The Australian and Canadian dollars extended their losses against the greenback while the New Zealand dollar held steady. Both Australia and Canada have monetary policy announcements next week and the performance of the AUD and CAD could reflect the market’s expectations for dovish comments and possibly action by one the central banks. Interestingly enough the Reserve Bank of Australia and the Bank of Canada are on completely opposite sides of the spectrum. When the RBA last met, they cut interest rates by 50bp and when the BoC last met, it talked about raising rates.   This month, the RBA is expected to ease again but by only a quarter point cut is expected. Although job growth improved, consumer spending has been weak while manufacturing activity continued to slow. According to the latest PMI report, manufacturing activity reached its weakest level since September. More rate cuts are on the way and it is only a matter of time before the RBA moves again. Meanwhile it will be difficult for the bank of Canada to remain hawkish with the meltdown in the global financial markets. The domestic economy has been healthy with strong job growth and increased consumer spending. However the decline in oil prices will start to affect Canadian industries which could eventually filter down to consumer demand.   The Canadian economy expanded by 0.1 percent in March after contracting 0.2 percent in February. In the first quarter, growth remained steady at 1.9 percent. Aside from the monetary policy announcements, Australian and Canadian employment reports are also scheduled for release along with Australian Q1 GDP and Canadian IVEY PMI. As a result, it will be a busy week for the comm. dollars, particularly the AUD. 

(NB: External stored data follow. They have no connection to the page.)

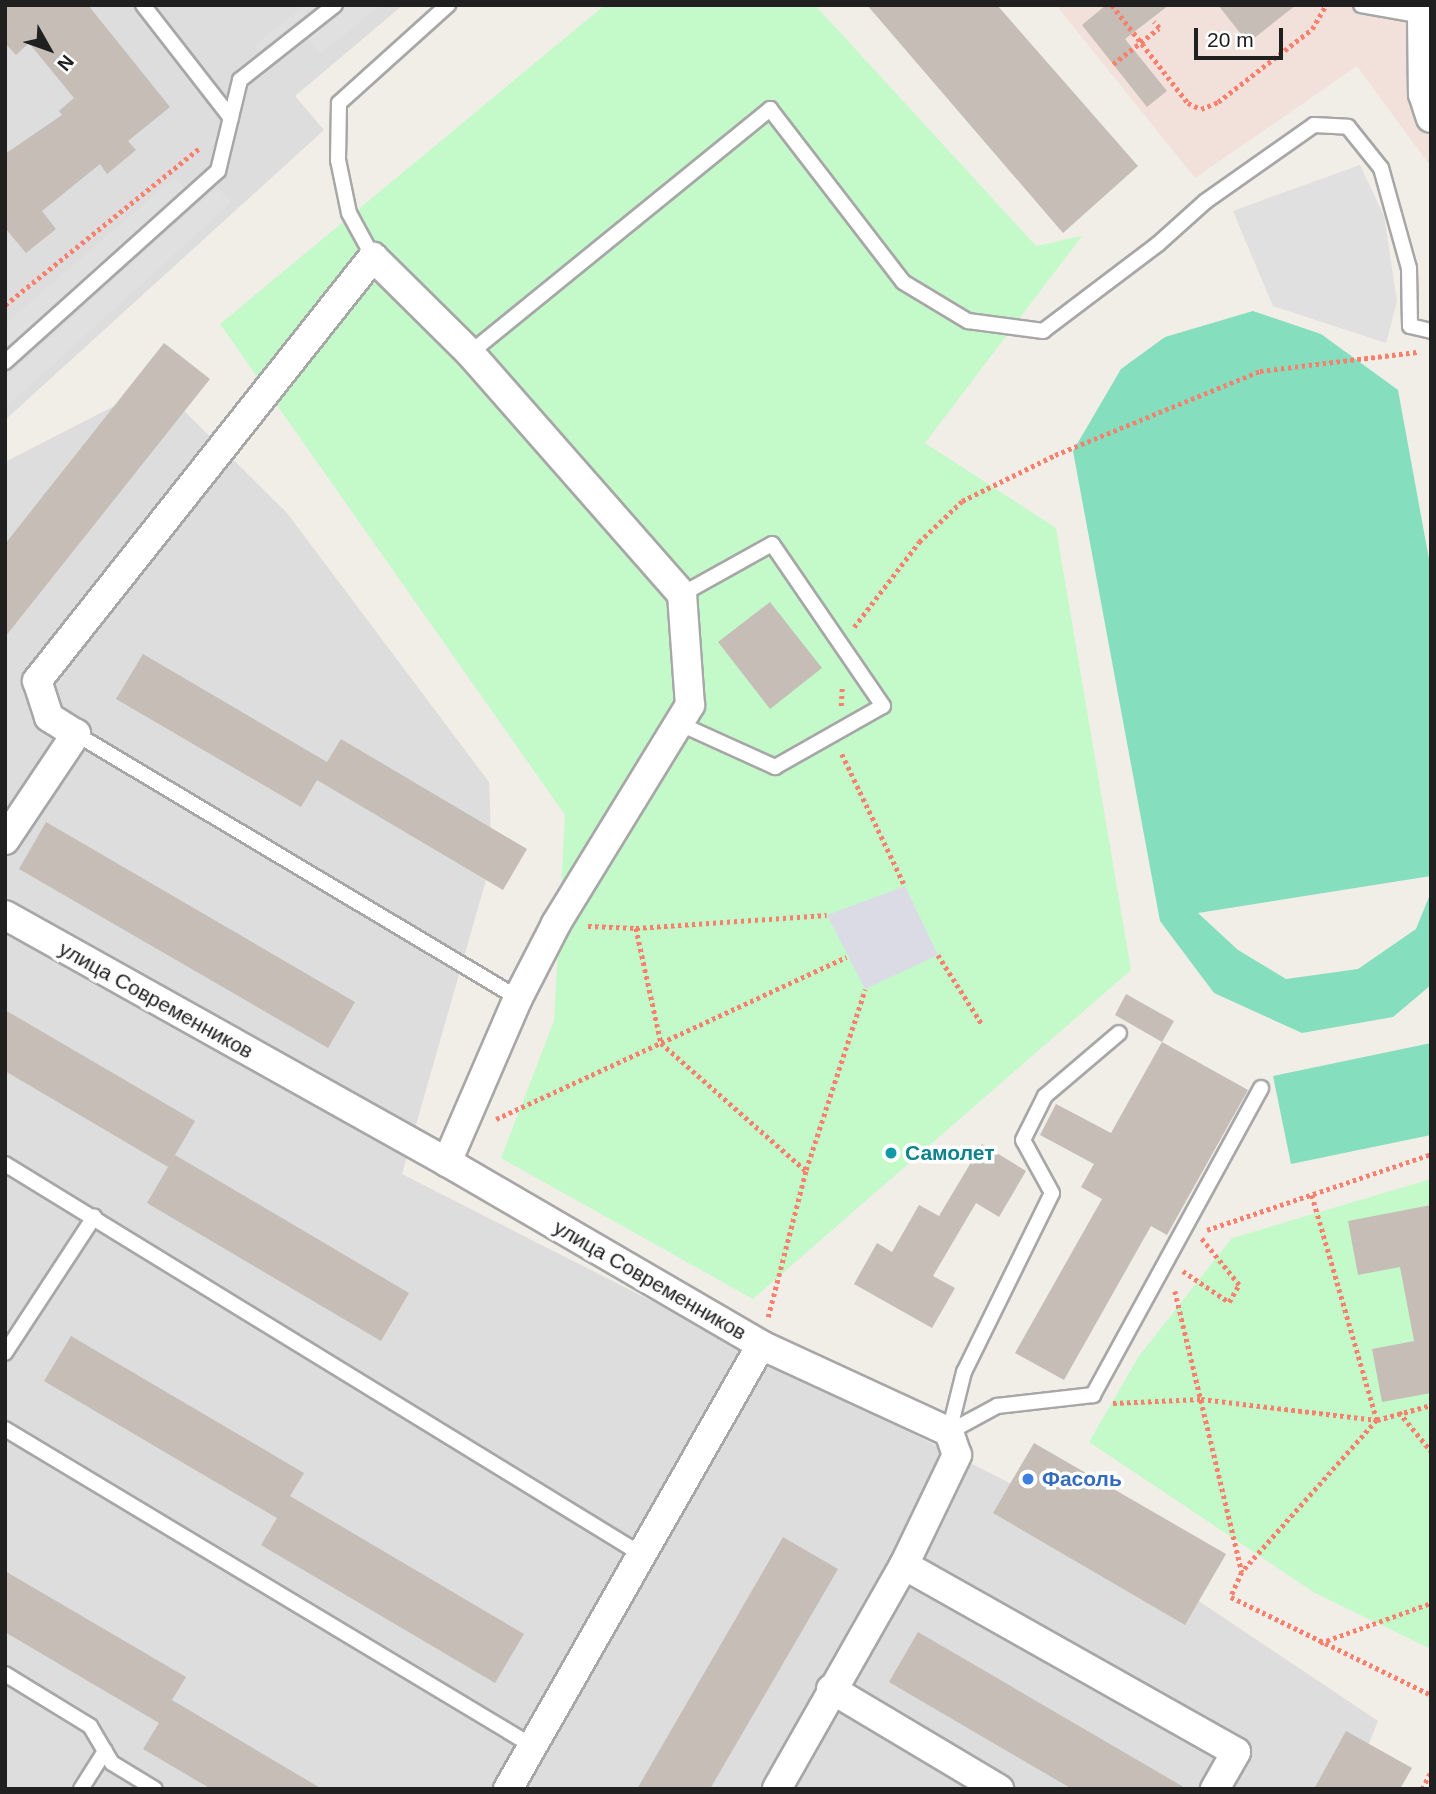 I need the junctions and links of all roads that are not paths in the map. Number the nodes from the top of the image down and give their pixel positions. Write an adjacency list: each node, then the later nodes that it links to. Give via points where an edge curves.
1 (143, 5): 7 (lane)
2 (335, 5): 7 (lane, via 240,80)
3 (448, 5): 8 (lane, via 340,103 338,160 349,213)
4 (1362, 5): 5 (lane)
5 (1425, 11): 6 (street, via 1423,94)
6 (1431, 118)
7 (230, 121): 11 (lane, via 218,171)
8 (373, 257): 10 (street); 14 (street, via 37,681 49,717)
9 (1431, 331): 10 (lane, via 1410,326 1409,268 1381,168 1348,127 1314,125 1206,201 1158,244 1043,331 968,321 903,282 770,109)
10 (470, 353): 12 (street)
11 (5, 362)
12 (682, 594): 13 (street, via 690,705); 13 (lane, via 772,544 883,706 775,767)
13 (678, 723): 17 (street, via 556,924)
14 (76, 734): 15 (street); 17 (lane)
15 (5, 840)
16 (5, 915): 20 (street, улица Современников)
17 (518, 998): 20 (street)
18 (1119, 1033): 26 (lane, via 1045,1096 1023,1140 1052,1193 964,1372)
19 (1262, 1088): 26 (lane, via 1093,1395 997,1406)
20 (452, 1149): 23 (street, улица Современников)
21 (5, 1164): 22 (lane)
22 (94, 1217): 24 (lane); 27 (lane)
23 (761, 1345): 26 (street, улица Современников); 27 (street)
24 (5, 1353)
25 (5, 1429): 31 (lane)
26 (949, 1432): 28 (street, via 957,1455)
27 (639, 1553): 31 (street)
28 (904, 1565): 30 (street); 38 (street, via 1236,1752)
29 (5, 1674): 32 (lane, via 90,1726)
30 (831, 1689): 36 (street); 37 (street)
31 (531, 1745): 35 (street)
32 (105, 1751): 33 (lane); 34 (lane, via 112,1763)
33 (82, 1789)
34 (155, 1789)
35 (508, 1789)
36 (777, 1789)
37 (999, 1789)
38 (1215, 1789)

The Japanese Yen traded higher against all of the major currencies with the exception of the euro and Swiss Franc. The burning question on everyone’s minds today is whether or not the Bank of Japan intervened in the currency market to weaken the Yen. At 8:45am ET / 12:45 GMT, right after USD/JPY fell to a low of 77.66, the currency pair soared 100 pips in approximately 5 minutes. Sharp and fast moves such as these are usually characteristic of central bank intervention but nothing has been confirmed outside of some banks saying that the Japanese were checking rates. However there is also reason to believe that this wasn’t BoJ intervention because when the BoJ intervenes, we tend to see a larger than 100 pip move in USD/JPY. Regardless, it is clear that we are nearing the pain threshold for the Japanese government.   Finance Minister Azumi pledged once again last night to take decisive action if excessive FX moves continue. He screamed that one-sided Yen strength clearly does not reflect economic fundamentals. Senior MoF Official Nakao agreed that continued Yen rise could cause a lot of damage to public psychology and should excessive Yen moves continue, not just vs euro but vs dollar “we will respond decisively.”

EUR/USD: Currency in Play for Next 24 Hours

Our currency pair in play for the Monday will be EURUSD. On Monday the Eurozone will be releasing PPI at 5:00 ET / 9:00 GMT. This will be followed by the US Factory Orders report at 10:00 ET / 14:00 GMT.

EURUSD is currently in a downtrend according to our Double Bollinger Bands. The first support will be below today’s low near the lower second standard deviation Bollinger Band at 1.2270. Should this support break the second support will be at 1.2100 because it was a previous low at June 16, 2010 and is a psychologically significant number. On the upside the resistance will be at 1.2483 which is at the lower first standard deviation Bollinger Band. Should the resistance break then the second one will be at 1.2700 where the 20 day SMA lies.